THE DATA:
━━━
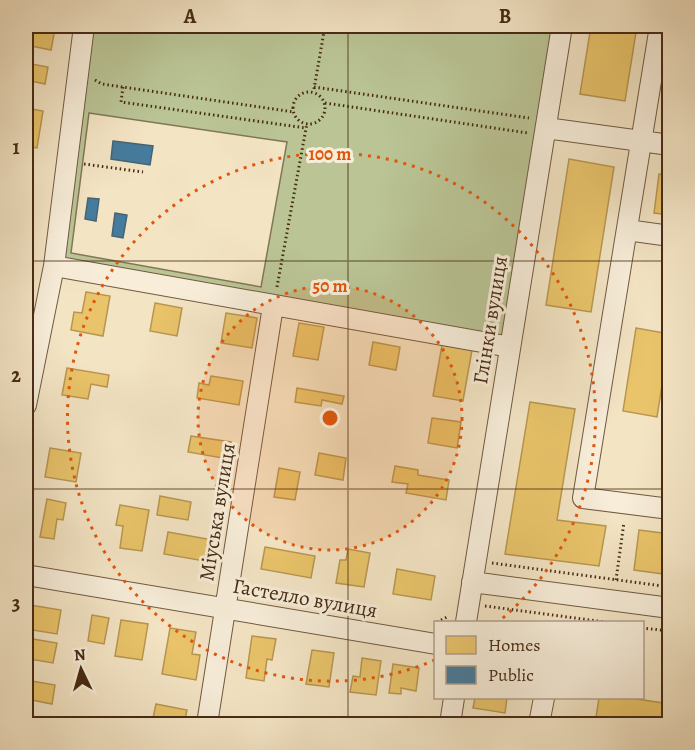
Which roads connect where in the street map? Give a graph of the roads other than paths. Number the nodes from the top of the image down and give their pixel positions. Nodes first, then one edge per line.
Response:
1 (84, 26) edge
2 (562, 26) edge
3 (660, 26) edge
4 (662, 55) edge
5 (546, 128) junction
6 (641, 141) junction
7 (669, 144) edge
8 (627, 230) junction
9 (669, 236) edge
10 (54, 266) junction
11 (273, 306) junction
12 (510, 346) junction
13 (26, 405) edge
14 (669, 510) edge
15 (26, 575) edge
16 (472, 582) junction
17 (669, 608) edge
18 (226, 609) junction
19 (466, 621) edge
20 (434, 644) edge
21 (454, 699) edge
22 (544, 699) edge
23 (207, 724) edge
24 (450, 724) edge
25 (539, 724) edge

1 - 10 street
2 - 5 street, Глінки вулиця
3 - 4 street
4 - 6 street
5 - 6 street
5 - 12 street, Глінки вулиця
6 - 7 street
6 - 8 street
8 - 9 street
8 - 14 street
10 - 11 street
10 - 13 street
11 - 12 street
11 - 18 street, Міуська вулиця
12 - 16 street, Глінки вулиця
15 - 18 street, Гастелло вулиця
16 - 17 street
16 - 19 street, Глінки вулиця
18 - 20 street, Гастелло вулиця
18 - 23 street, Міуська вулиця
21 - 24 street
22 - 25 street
━━━
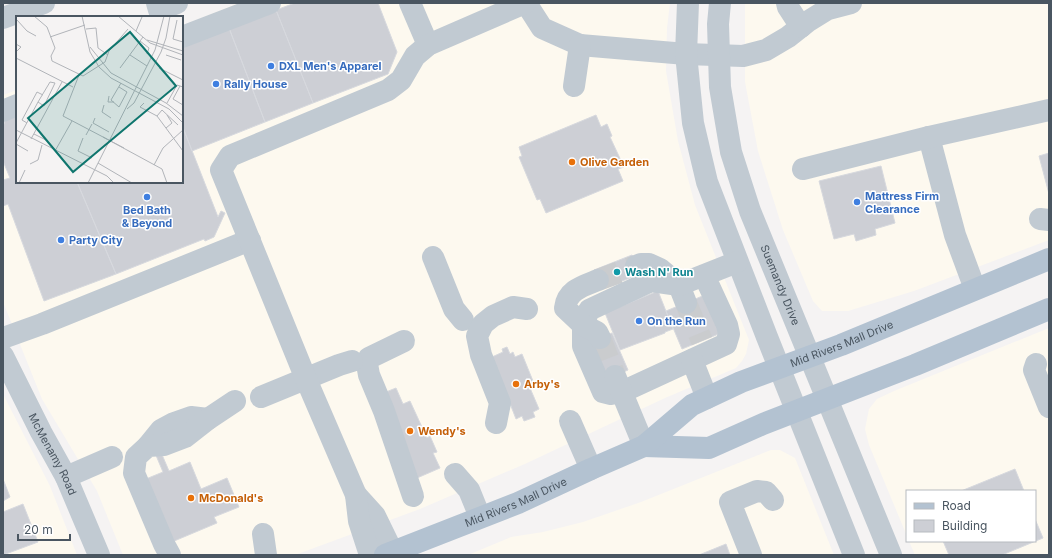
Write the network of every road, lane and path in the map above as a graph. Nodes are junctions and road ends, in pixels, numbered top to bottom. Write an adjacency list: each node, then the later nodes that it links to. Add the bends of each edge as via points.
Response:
━━━
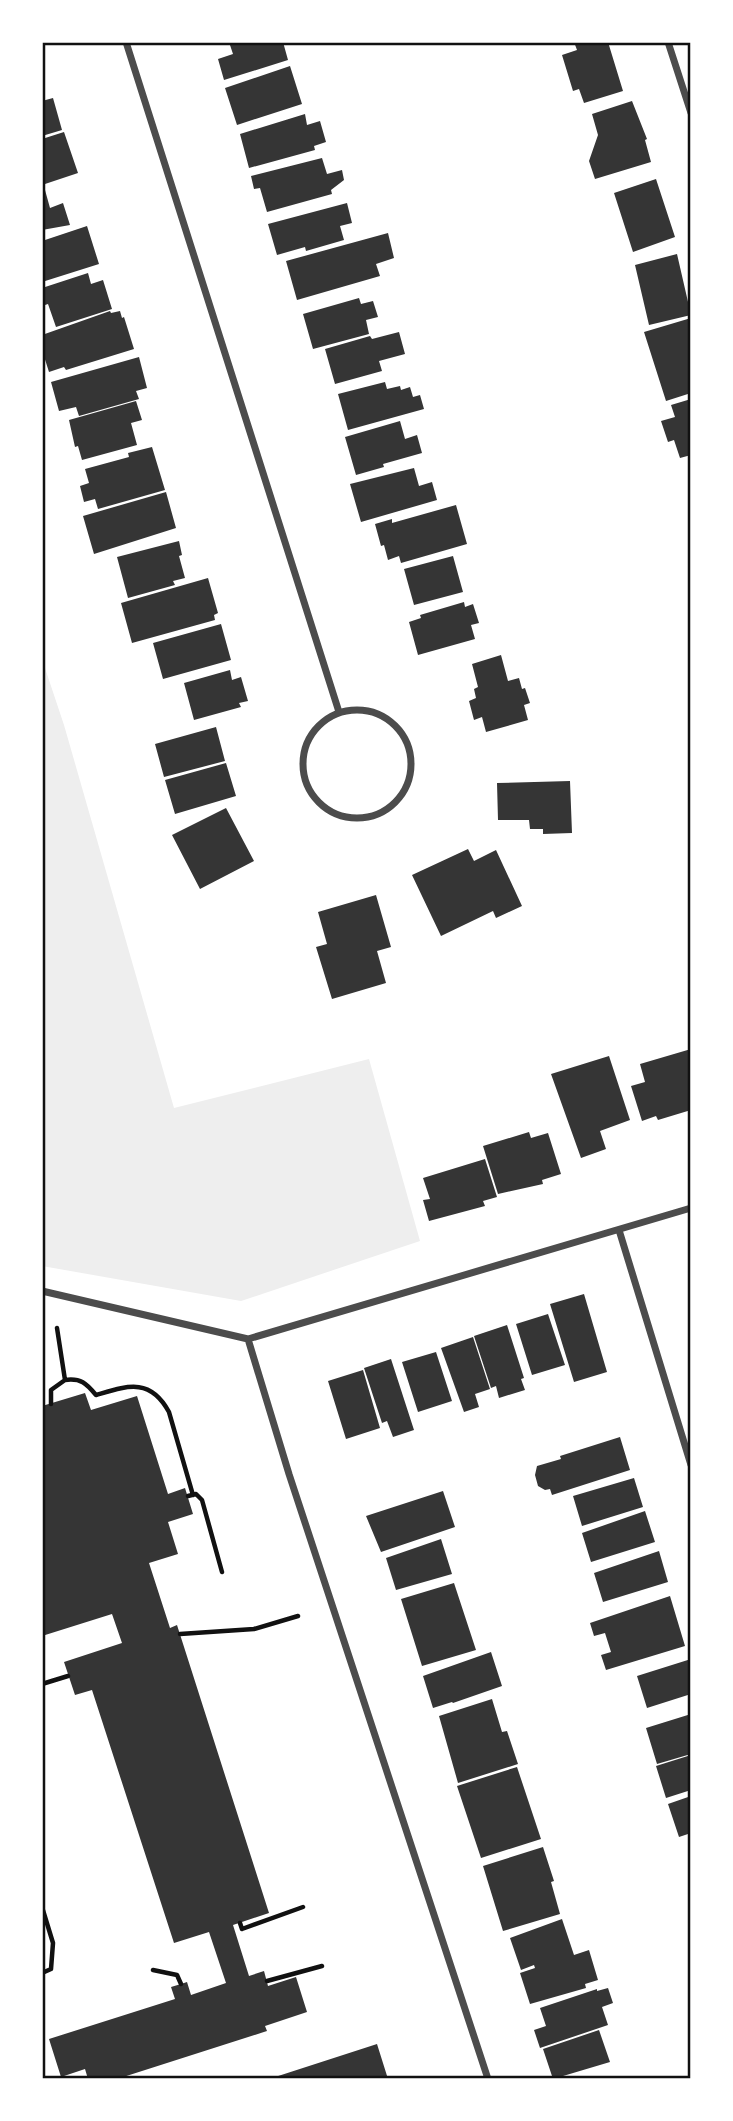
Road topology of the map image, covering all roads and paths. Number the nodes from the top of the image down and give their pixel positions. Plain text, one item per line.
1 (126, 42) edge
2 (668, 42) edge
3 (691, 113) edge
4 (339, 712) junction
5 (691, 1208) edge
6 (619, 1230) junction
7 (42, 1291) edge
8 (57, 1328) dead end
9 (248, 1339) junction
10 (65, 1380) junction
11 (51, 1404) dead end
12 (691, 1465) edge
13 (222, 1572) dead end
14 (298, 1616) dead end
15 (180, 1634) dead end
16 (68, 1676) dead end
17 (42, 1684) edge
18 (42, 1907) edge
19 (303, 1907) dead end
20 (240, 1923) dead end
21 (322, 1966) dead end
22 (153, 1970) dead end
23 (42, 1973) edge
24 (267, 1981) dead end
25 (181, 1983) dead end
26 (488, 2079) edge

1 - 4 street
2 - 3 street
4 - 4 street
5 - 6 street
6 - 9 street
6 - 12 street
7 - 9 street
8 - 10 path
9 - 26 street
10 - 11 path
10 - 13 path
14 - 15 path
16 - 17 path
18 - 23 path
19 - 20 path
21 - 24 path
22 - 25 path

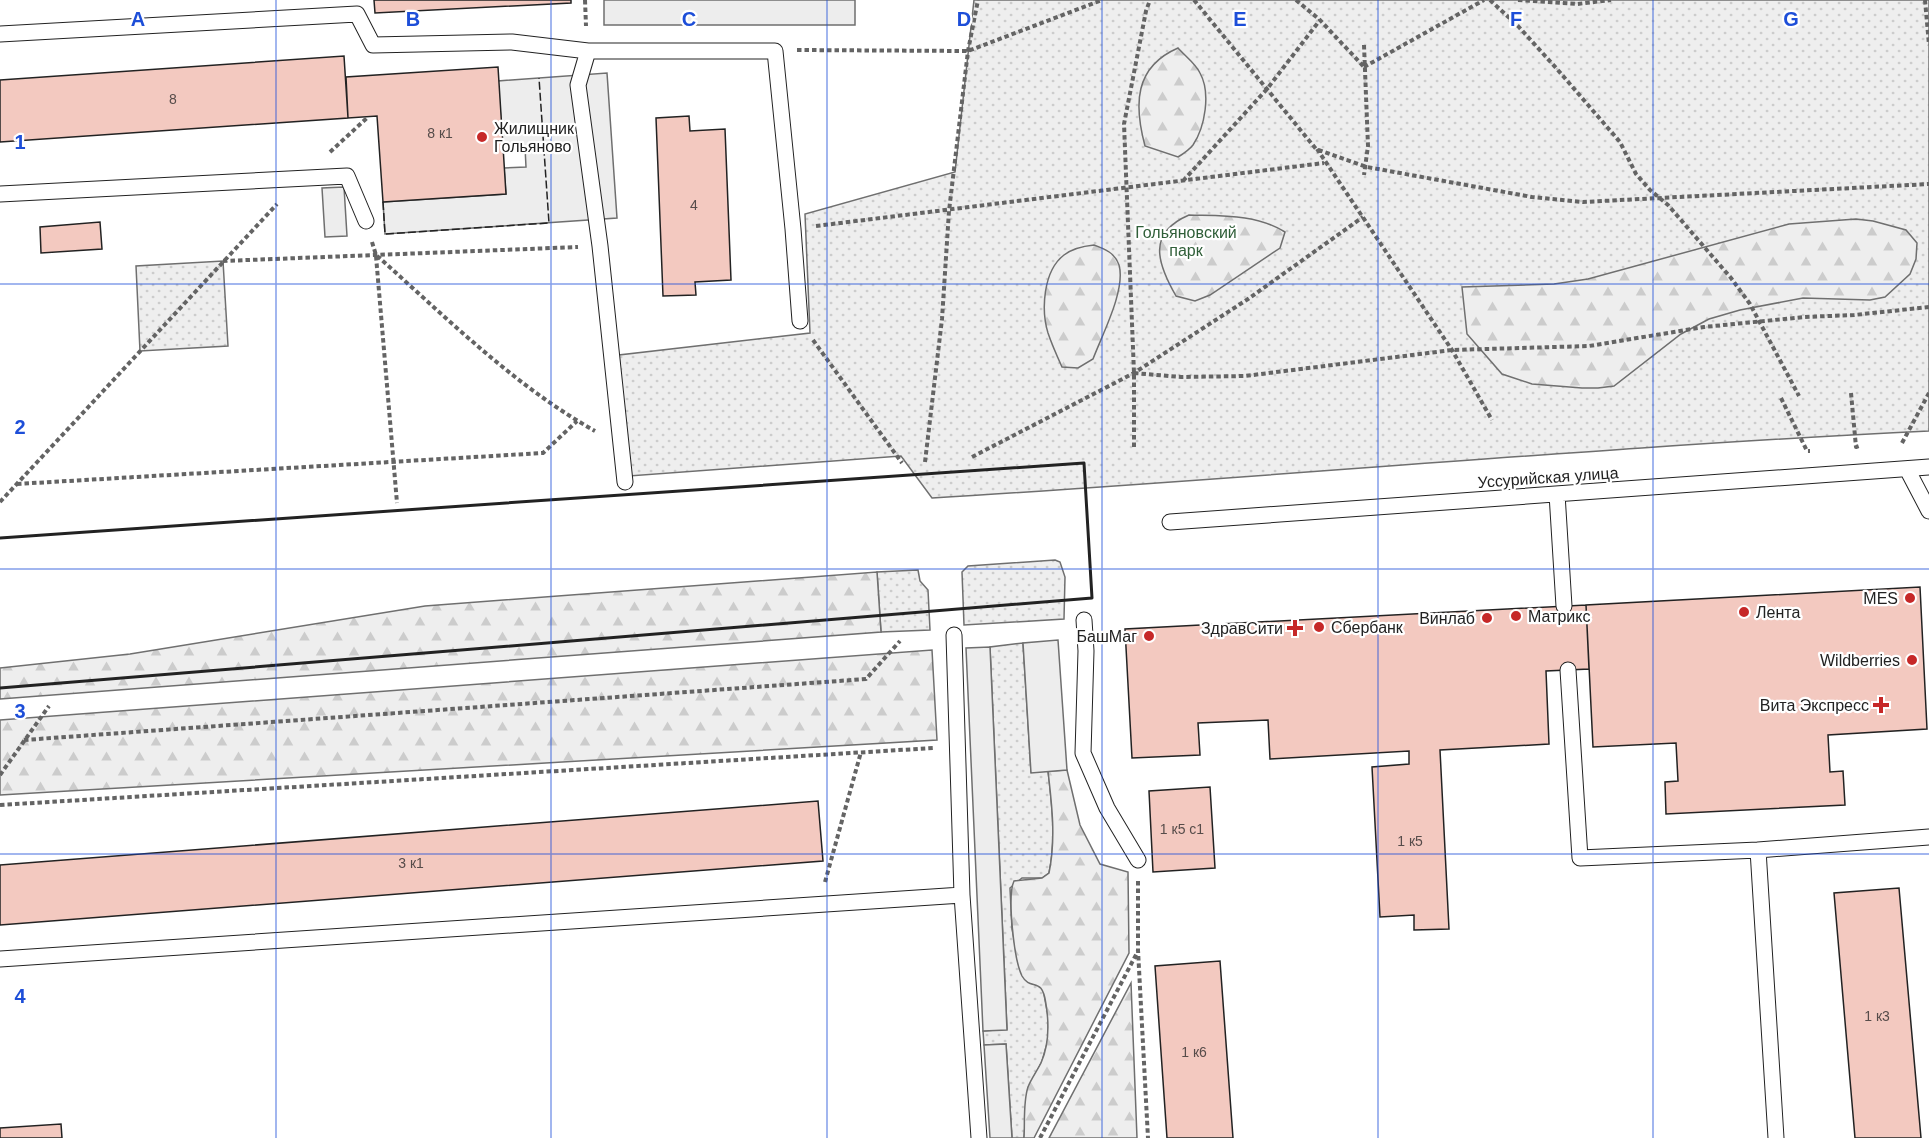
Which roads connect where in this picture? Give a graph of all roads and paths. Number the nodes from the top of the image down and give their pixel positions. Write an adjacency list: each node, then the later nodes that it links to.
━━━
TASK PROMPT: Nothing but a number, please, for how many lines of the data hold "links".

REPLY: 2